[Available data Boundary: Start]

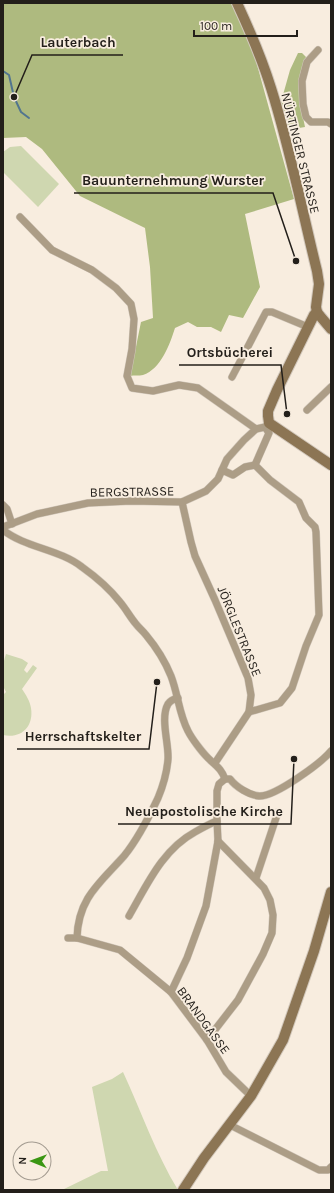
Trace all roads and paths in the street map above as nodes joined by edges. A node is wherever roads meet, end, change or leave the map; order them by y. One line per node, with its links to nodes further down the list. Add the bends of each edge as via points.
1 (238, 3): 5 (street, NÜRTINGER STRASSE, via 272,89 317,271)
2 (318, 50): 3 (street, via 307,62 302,81 303,104 306,117 311,122)
3 (331, 124)
4 (20, 217): 12 (street, via 52,250 92,270 116,288 131,304 134,319 127,376 132,388 153,391 179,385 198,388)
5 (317, 312): 6 (street, NÜRTINGER STRASSE); 7 (street)
6 (308, 327): 8 (street, via 272,312 266,312); 11 (street, NÜRTINGER STRASSE, via 274,396 268,411)
7 (331, 329)
8 (232, 377)
9 (331, 387): 10 (street)
10 (307, 410)
11 (267, 425): 12 (street); 13 (street, via 269,433); 14 (street)
12 (256, 429): 15 (street, BERGSTRASSE, via 226,459)
13 (255, 465): 15 (street, via 245,467 232,475); 21 (street, via 299,502 306,518 315,527 319,615 292,688 280,703)
14 (331, 465)
15 (222, 470): 16 (street, BERGSTRASSE, via 218,479 206,491)
16 (182, 502): 18 (street, BERGSTRASSE, via 88,503 37,514); 21 (street, JÖRGLESTRASSE, via 195,556 248,678 251,695)
17 (3, 505): 18 (street)
18 (12, 524): 19 (street, BERGSTRASSE)
19 (3, 528): 20 (street, via 8,534 25,542 65,556 106,586 162,657 171,674)
20 (178, 698): 23 (street, via 188,732); 32 (street, via 168,704 166,711 168,758 158,798 124,855 100,880 82,907)
21 (249, 712): 23 (street, JÖRGLESTRASSE)
22 (331, 751): 24 (street, via 325,759 268,794 252,794 233,784 230,779)
23 (215, 763): 24 (street)
24 (225, 779): 26 (street, via 219,784 217,791)
25 (278, 812): 28 (street)
26 (217, 821): 27 (street); 30 (street, via 193,832 171,850 156,869)
27 (218, 840): 28 (street); 33 (street, via 206,906 187,958)
28 (256, 878): 34 (street, via 270,900 273,915 272,933 238,1000)
29 (331, 892): 35 (street, via 314,951 283,1040)
30 (129, 916)
31 (68, 938): 32 (street, BRANDGASSE)
32 (77, 938): 33 (street, BRANDGASSE, via 120,950)
33 (171, 992): 34 (street, BRANDGASSE)
34 (207, 1040): 35 (street, BRANDGASSE, via 226,1072)
35 (251, 1096): 36 (street)
36 (230, 1125): 37 (street, via 319,1170 328,1170); 38 (street)
37 (331, 1167)
38 (183, 1190)

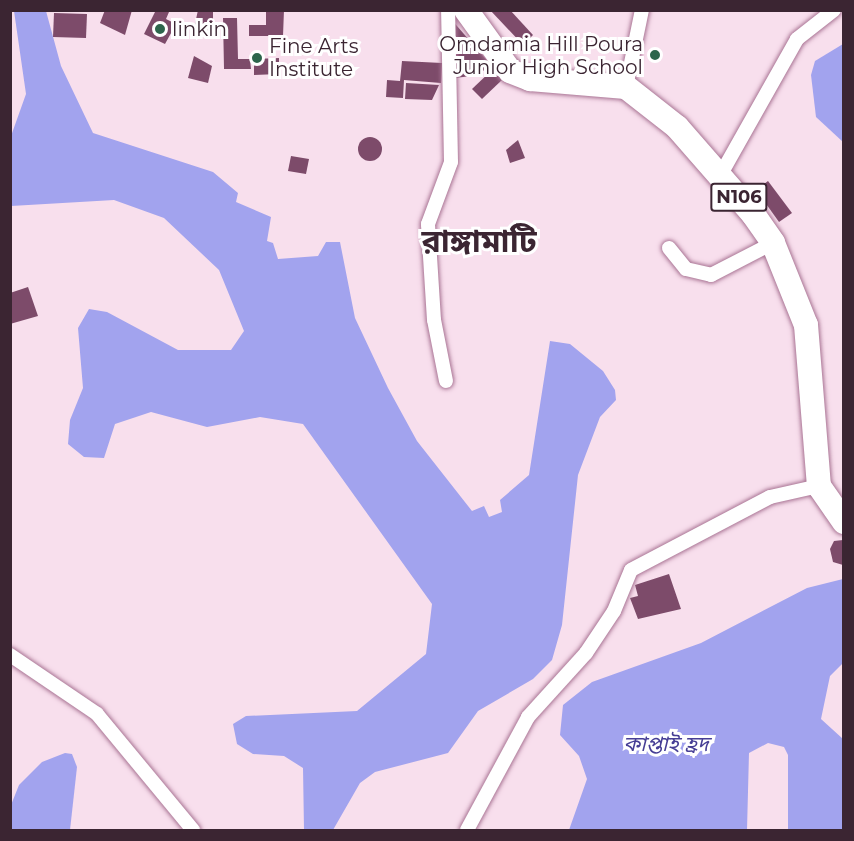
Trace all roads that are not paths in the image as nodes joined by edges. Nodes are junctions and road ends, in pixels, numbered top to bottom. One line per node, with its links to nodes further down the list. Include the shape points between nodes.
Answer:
1 (448, 10): 9 (street, via 451,162 428,224 434,320)
2 (466, 10): 5 (highway, via 510,71 530,79)
3 (642, 10): 5 (street)
4 (834, 10): 6 (street, via 797,39)
5 (626, 87): 6 (highway, N106, via 676,127)
6 (721, 174): 7 (highway, N106)
7 (773, 243): 8 (street, via 711,275 686,269); 10 (highway, N106, via 806,325)
8 (669, 248)
9 (446, 381)
10 (819, 486): 11 (highway, N106); 14 (street, via 771,497 631,570 614,611 586,653 528,717)
11 (843, 522)
12 (10, 655): 13 (street, via 97,714)
13 (193, 831)
14 (467, 831)

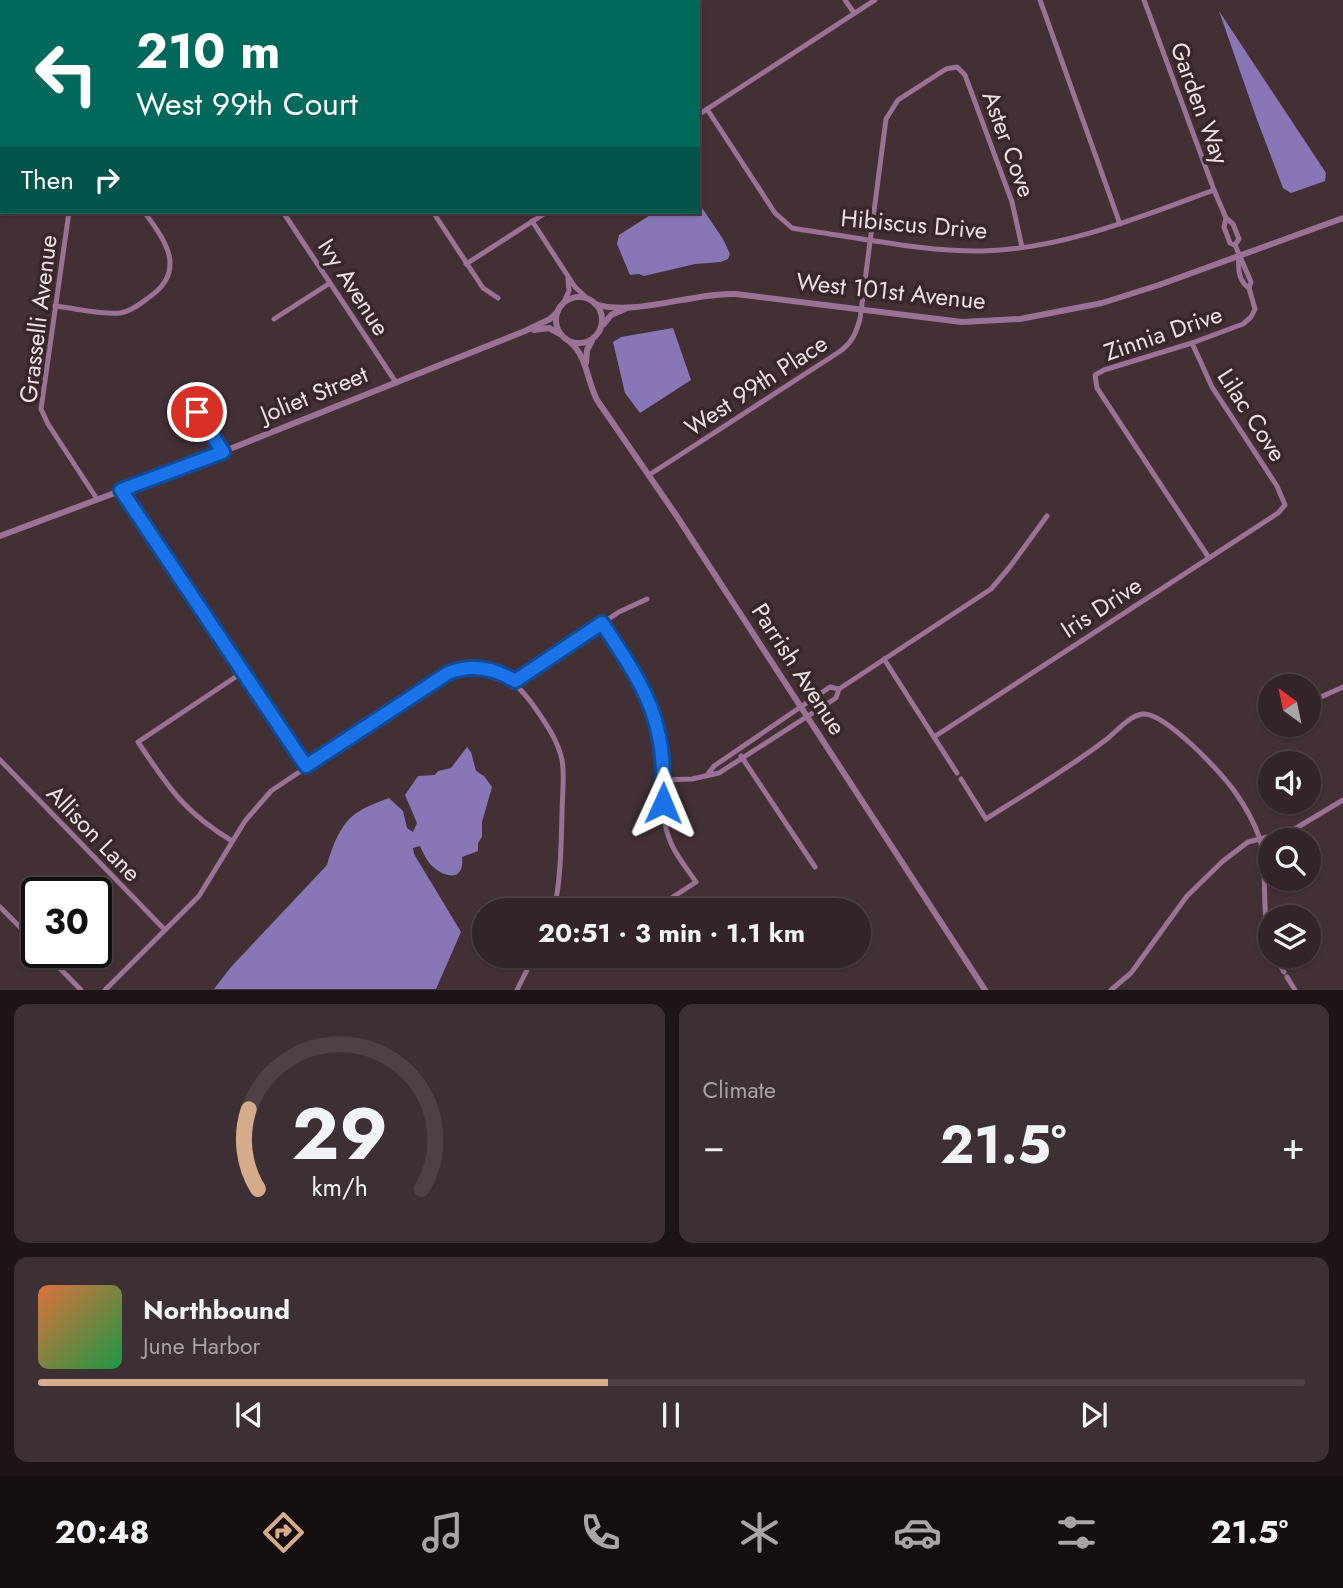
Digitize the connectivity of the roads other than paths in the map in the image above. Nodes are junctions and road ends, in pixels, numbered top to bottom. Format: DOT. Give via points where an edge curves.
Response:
graph roads {
  1 [pos="845,0"];
  2 [pos="875,0"];
  3 [pos="1040,0"];
  4 [pos="1144,0"];
  5 [pos="854,13"];
  6 [pos="946,69"];
  7 [pos="707,109"];
  8 [pos="700,114"];
  9 [pos="1214,190"];
  10 [pos="69,214"];
  11 [pos="145,214"];
  12 [pos="284,214"];
  13 [pos="434,214"];
  14 [pos="544,214"];
  15 [pos="1226,218"];
  16 [pos="1343,218"];
  17 [pos="532,221"];
  18 [pos="1120,224"];
  19 [pos="869,240"];
  20 [pos="1236,245"];
  21 [pos="1022,247"];
  22 [pos="1239,255"];
  23 [pos="466,264"];
  24 [pos="567,276"];
  25 [pos="330,283"];
  26 [pos="498,298"];
  27 [pos="588,299"];
  28 [pos="595,304"];
  29 [pos="55,306"];
  30 [pos="561,307"];
  31 [pos="630,307"];
  32 [pos="861,308"];
  33 [pos="274,319"];
  34 [pos="601,328"];
  35 [pos="525,331"];
  36 [pos="561,335"];
  37 [pos="595,337"];
  38 [pos="570,342"];
  39 [pos="1192,343"];
  40 [pos="586,369"];
  41 [pos="395,382"];
  42 [pos="186,397"];
  43 [pos="223,452"];
  44 [pos="649,475"];
  45 [pos="121,490"];
  46 [pos="97,499"];
  47 [pos="1285,505"];
  48 [pos="1047,516"];
  49 [pos="0,536"];
  50 [pos="1209,558"];
  51 [pos="647,599"];
  52 [pos="602,623"];
  53 [pos="884,659"];
  54 [pos="243,672"];
  55 [pos="515,681"];
  56 [pos="1343,687"];
  57 [pos="839,689"];
  58 [pos="1321,697"];
  59 [pos="802,708"];
  60 [pos="807,715"];
  61 [pos="934,737"];
  62 [pos="737,750"];
  63 [pos="742,757"];
  64 [pos="0,760"];
  65 [pos="306,766"];
  66 [pos="957,773"];
  67 [pos="708,774"];
  68 [pos="961,779"];
  69 [pos="664,780"];
  70 [pos="1343,800"];
  71 [pos="1296,828"];
  72 [pos="1258,835"];
  73 [pos="1258,840"];
  74 [pos="232,841"];
  75 [pos="815,867"];
  76 [pos="556,898"];
  77 [pos="671,898"];
  78 [pos="0,907"];
  79 [pos="21,928"];
  80 [pos="165,930"];
  81 [pos="60,968"];
  82 [pos="528,968"];
  83 [pos="1282,968"];
  84 [pos="81,989"];
  85 [pos="105,989"];
  86 [pos="517,989"];
  87 [pos="985,989"];
  88 [pos="1111,989"];
  89 [pos="1295,989"];
  1 -- 5 [label="street"];
  2 -- 5 [label="street"];
  3 -- 18 [label="street"];
  4 -- 9 [label="street, Garden Way"];
  5 -- 7 [label="street"];
  6 -- 19 [label="street, West 99th Place" via="898,100 888,114"];
  6 -- 21 [label="street, Aster Cove" via="957,67 965,75 1012,202"];
  7 -- 8 [label="street"];
  7 -- 19 [label="street, Hibiscus Drive" via="783,222 792,228"];
  9 -- 15 [label="street, Garden Way"];
  9 -- 18 [label="street, Hibiscus Drive"];
  10 -- 29 [label="street, Grasselli Avenue"];
  11 -- 29 [label="street" via="169,253 164,286 119,313"];
  12 -- 25 [label="street, Ivy Avenue"];
  13 -- 23 [label="street"];
  14 -- 17 [label="street"];
  15 -- 20 [label="street, Garden Way" via="1239,239"];
  15 -- 20 [label="street, Garden Way" via="1224,228 1230,243"];
  16 -- 22 [label="street, West 101st Avenue"];
  17 -- 23 [label="street"];
  17 -- 24 [label="street"];
  18 -- 21 [label="street, Hibiscus Drive"];
  19 -- 21 [label="street, Hibiscus Drive" via="960,251"];
  19 -- 32 [label="street, West 99th Place"];
  20 -- 22 [label="street, Garden Way"];
  22 -- 32 [label="street, West 101st Avenue" via="1102,303 1020,319 962,321"];
  22 -- 39 [label="street, Zinnia Drive" via="1238,269 1255,309 1248,321"];
  23 -- 26 [label="street" via="486,292"];
  24 -- 27 [label="street"];
  24 -- 30 [label="street" via="569,290"];
  25 -- 33 [label="street"];
  25 -- 41 [label="street, Ivy Avenue"];
  27 -- 28 [label="street"];
  27 -- 30 [label="street" via="577,297"];
  28 -- 31 [label="street, West 101st Avenue"];
  28 -- 34 [label="street" via="601,313"];
  29 -- 46 [label="street, Grasselli Avenue" via="41,410"];
  30 -- 35 [label="street, Joliet Street" via="550,319"];
  30 -- 36 [label="street" via="556,325"];
  31 -- 32 [label="street, West 101st Avenue" via="728,293"];
  31 -- 34 [label="street, West 101st Avenue" via="611,315"];
  32 -- 44 [label="street, West 99th Place" via="856,333 844,349"];
  34 -- 37 [label="street"];
  35 -- 36 [label="street, Joliet Street" via="549,328"];
  35 -- 41 [label="street, Joliet Street"];
  36 -- 38 [label="street, Parrish Avenue"];
  37 -- 38 [label="street" via="585,343"];
  37 -- 40 [label="street" via="587,350"];
  38 -- 40 [label="street, Parrish Avenue" via="579,350"];
  39 -- 47 [label="street, Lilac Cove" via="1212,387"];
  39 -- 50 [label="street, Zinnia Drive" via="1095,375 1097,388"];
  40 -- 44 [label="street, Parrish Avenue" via="597,400"];
  41 -- 43 [label="street, Joliet Street"];
  42 -- 43 [label="street"];
  43 -- 45 [label="street, Joliet Street"];
  44 -- 59 [label="street, Parrish Avenue"];
  45 -- 46 [label="street, Joliet Street"];
  45 -- 54 [label="street"];
  46 -- 49 [label="street, Joliet Street"];
  47 -- 50 [label="street, Iris Drive"];
  48 -- 53 [label="street" via="991,589"];
  50 -- 61 [label="street, Iris Drive"];
  51 -- 52 [label="street"];
  52 -- 55 [label="street"];
  52 -- 69 [label="street" via="650,704 661,739"];
  53 -- 57 [label="street"];
  53 -- 61 [label="street"];
  54 -- 65 [label="street"];
  54 -- 74 [label="street" via="138,741 186,807"];
  55 -- 65 [label="street" via="487,669 455,670"];
  55 -- 76 [label="street" via="553,734 562,761"];
  56 -- 58 [label="street"];
  57 -- 59 [label="street" via="830,687"];
  57 -- 60 [label="street" via="836,698"];
  59 -- 60 [label="street, Parrish Avenue"];
  59 -- 62 [label="street"];
  60 -- 63 [label="street"];
  60 -- 87 [label="street, Parrish Avenue"];
  61 -- 66 [label="street"];
  62 -- 63 [label="street"];
  62 -- 67 [label="street"];
  63 -- 67 [label="street" via="719,773"];
  63 -- 75 [label="street"];
  64 -- 80 [label="street, Allison Lane"];
  65 -- 74 [label="street" via="265,796"];
  67 -- 69 [label="street"];
  68 -- 72 [label="street" via="986,819 1131,718 1149,714 1159,717 1216,769"];
  69 -- 77 [label="street" via="668,837 696,882"];
  70 -- 71 [label="street"];
  73 -- 88 [label="street" via="1223,861 1186,896 1130,973"];
  74 -- 80 [label="street" via="199,896"];
  78 -- 79 [label="street"];
  80 -- 85 [label="street"];
  81 -- 84 [label="street"];
  82 -- 86 [label="street"];
  83 -- 89 [label="street"];
}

[Available data Boundary: End]

§ **What you need to do**
Return each line from the records that includes the word "Garden".

§ **Task response**
  4 -- 9 [label="street, Garden Way"];
  9 -- 15 [label="street, Garden Way"];
  15 -- 20 [label="street, Garden Way" via="1239,239"];
  15 -- 20 [label="street, Garden Way" via="1224,228 1230,243"];
  20 -- 22 [label="street, Garden Way"];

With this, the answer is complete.